What this task involves:
Identify, in the records below, every line where the string "República" appears, and copy each such line.

Records drawn from a dataset:
»»

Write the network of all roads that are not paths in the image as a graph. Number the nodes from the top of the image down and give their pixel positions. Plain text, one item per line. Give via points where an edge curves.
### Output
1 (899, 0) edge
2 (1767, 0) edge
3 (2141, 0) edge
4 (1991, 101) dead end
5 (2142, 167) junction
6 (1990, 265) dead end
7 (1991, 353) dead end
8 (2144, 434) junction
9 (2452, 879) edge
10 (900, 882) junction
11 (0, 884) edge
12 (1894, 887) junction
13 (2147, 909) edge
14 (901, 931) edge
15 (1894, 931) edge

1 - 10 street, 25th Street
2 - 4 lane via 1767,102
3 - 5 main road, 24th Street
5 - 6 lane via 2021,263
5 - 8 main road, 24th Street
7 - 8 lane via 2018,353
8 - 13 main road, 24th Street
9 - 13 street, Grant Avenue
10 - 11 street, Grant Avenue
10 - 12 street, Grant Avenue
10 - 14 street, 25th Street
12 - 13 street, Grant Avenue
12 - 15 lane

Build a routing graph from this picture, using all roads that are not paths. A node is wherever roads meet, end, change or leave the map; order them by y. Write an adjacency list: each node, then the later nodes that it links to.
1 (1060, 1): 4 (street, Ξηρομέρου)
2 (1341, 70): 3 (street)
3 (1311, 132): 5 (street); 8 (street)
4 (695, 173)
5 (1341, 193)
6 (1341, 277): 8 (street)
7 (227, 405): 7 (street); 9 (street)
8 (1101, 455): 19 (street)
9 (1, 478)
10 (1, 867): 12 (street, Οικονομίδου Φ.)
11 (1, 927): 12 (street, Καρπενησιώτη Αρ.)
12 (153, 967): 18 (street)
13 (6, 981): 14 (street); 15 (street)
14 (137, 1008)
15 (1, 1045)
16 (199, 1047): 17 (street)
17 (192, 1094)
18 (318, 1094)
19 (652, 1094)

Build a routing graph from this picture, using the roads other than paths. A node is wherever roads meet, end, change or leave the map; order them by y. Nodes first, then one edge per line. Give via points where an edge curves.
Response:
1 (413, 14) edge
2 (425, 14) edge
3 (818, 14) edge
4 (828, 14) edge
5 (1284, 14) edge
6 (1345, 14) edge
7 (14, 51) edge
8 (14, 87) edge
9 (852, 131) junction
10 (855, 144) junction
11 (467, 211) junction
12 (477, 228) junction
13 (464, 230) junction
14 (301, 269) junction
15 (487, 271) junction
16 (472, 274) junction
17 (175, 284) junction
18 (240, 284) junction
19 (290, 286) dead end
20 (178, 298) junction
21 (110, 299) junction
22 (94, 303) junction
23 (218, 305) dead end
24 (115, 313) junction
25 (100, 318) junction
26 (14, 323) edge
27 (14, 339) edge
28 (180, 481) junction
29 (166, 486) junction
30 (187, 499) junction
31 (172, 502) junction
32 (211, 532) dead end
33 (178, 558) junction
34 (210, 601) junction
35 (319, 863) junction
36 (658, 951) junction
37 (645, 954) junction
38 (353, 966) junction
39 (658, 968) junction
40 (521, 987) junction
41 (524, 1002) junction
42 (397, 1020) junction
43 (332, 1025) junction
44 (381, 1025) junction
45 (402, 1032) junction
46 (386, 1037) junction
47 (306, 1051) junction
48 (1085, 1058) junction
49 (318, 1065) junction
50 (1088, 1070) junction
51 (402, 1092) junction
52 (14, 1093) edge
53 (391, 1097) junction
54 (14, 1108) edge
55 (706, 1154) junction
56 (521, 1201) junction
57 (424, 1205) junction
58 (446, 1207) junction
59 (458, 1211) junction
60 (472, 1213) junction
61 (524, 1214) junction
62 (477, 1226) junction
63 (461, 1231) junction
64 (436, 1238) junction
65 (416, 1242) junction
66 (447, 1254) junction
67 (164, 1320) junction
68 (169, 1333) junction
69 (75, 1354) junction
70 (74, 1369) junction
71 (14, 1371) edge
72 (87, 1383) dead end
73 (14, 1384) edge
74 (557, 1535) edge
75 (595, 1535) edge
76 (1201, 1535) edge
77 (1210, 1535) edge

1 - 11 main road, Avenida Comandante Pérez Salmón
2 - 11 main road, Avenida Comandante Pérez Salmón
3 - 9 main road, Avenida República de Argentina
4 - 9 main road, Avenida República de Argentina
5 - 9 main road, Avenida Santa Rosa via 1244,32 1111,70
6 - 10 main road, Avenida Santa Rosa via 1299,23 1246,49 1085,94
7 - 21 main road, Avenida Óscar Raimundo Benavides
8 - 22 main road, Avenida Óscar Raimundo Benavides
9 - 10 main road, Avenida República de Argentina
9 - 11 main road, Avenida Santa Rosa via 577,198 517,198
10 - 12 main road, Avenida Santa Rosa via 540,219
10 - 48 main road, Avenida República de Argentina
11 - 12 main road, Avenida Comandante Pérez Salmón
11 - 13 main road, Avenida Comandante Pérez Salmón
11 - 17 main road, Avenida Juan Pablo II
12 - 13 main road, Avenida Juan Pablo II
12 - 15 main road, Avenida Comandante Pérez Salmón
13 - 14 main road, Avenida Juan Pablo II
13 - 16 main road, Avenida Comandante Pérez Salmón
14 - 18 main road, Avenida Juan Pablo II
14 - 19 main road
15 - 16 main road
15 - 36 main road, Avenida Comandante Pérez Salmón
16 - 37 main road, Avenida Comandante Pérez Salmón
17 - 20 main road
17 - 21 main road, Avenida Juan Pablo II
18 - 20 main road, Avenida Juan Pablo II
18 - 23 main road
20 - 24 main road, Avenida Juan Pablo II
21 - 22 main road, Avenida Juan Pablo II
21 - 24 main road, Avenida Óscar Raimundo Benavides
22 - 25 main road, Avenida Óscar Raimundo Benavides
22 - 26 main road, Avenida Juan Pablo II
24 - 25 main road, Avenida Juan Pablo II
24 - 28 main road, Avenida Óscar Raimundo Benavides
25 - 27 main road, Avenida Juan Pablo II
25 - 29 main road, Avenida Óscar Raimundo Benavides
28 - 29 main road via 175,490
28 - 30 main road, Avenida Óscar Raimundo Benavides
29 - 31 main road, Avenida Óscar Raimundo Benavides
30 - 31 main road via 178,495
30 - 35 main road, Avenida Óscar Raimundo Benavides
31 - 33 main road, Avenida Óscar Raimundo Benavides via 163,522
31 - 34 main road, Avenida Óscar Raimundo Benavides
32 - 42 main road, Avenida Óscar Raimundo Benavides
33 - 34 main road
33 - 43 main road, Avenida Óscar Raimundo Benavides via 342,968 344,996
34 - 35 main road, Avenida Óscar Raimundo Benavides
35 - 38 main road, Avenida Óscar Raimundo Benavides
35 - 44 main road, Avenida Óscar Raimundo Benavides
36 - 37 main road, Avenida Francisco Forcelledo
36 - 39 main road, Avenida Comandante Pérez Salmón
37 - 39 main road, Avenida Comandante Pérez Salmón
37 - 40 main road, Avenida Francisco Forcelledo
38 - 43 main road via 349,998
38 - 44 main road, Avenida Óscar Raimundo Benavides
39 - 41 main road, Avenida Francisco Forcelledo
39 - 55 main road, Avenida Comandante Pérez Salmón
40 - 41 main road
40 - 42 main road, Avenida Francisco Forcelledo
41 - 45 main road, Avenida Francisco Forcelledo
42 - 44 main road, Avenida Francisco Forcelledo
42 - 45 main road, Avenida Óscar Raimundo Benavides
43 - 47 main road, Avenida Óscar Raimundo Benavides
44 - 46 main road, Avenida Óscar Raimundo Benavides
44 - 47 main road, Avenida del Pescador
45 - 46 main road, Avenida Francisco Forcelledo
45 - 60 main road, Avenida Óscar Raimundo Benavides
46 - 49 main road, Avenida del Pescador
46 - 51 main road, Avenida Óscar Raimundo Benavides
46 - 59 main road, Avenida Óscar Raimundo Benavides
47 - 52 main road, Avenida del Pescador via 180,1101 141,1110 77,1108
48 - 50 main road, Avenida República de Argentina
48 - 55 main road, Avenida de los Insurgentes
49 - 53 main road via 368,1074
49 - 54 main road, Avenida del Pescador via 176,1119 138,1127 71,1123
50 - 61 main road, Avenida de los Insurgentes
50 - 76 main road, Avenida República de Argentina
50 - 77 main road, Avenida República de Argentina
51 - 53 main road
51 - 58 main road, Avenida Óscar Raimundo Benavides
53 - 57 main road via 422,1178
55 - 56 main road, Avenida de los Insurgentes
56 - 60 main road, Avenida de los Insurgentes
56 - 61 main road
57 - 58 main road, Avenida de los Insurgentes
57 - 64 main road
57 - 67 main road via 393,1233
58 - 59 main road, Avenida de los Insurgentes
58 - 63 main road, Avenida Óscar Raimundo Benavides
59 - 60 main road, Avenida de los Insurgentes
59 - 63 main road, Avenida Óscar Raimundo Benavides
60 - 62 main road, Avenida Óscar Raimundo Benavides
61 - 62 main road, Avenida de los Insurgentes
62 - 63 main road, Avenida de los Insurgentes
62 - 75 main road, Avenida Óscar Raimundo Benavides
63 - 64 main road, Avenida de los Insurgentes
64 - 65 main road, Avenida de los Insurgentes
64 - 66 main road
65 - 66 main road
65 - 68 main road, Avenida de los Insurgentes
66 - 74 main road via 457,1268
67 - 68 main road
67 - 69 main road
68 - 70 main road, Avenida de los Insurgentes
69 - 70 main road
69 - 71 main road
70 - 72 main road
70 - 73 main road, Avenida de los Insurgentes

««

Exercise solution:
3 - 9 main road, Avenida República de Argentina
4 - 9 main road, Avenida República de Argentina
9 - 10 main road, Avenida República de Argentina
10 - 48 main road, Avenida República de Argentina
48 - 50 main road, Avenida República de Argentina
50 - 76 main road, Avenida República de Argentina
50 - 77 main road, Avenida República de Argentina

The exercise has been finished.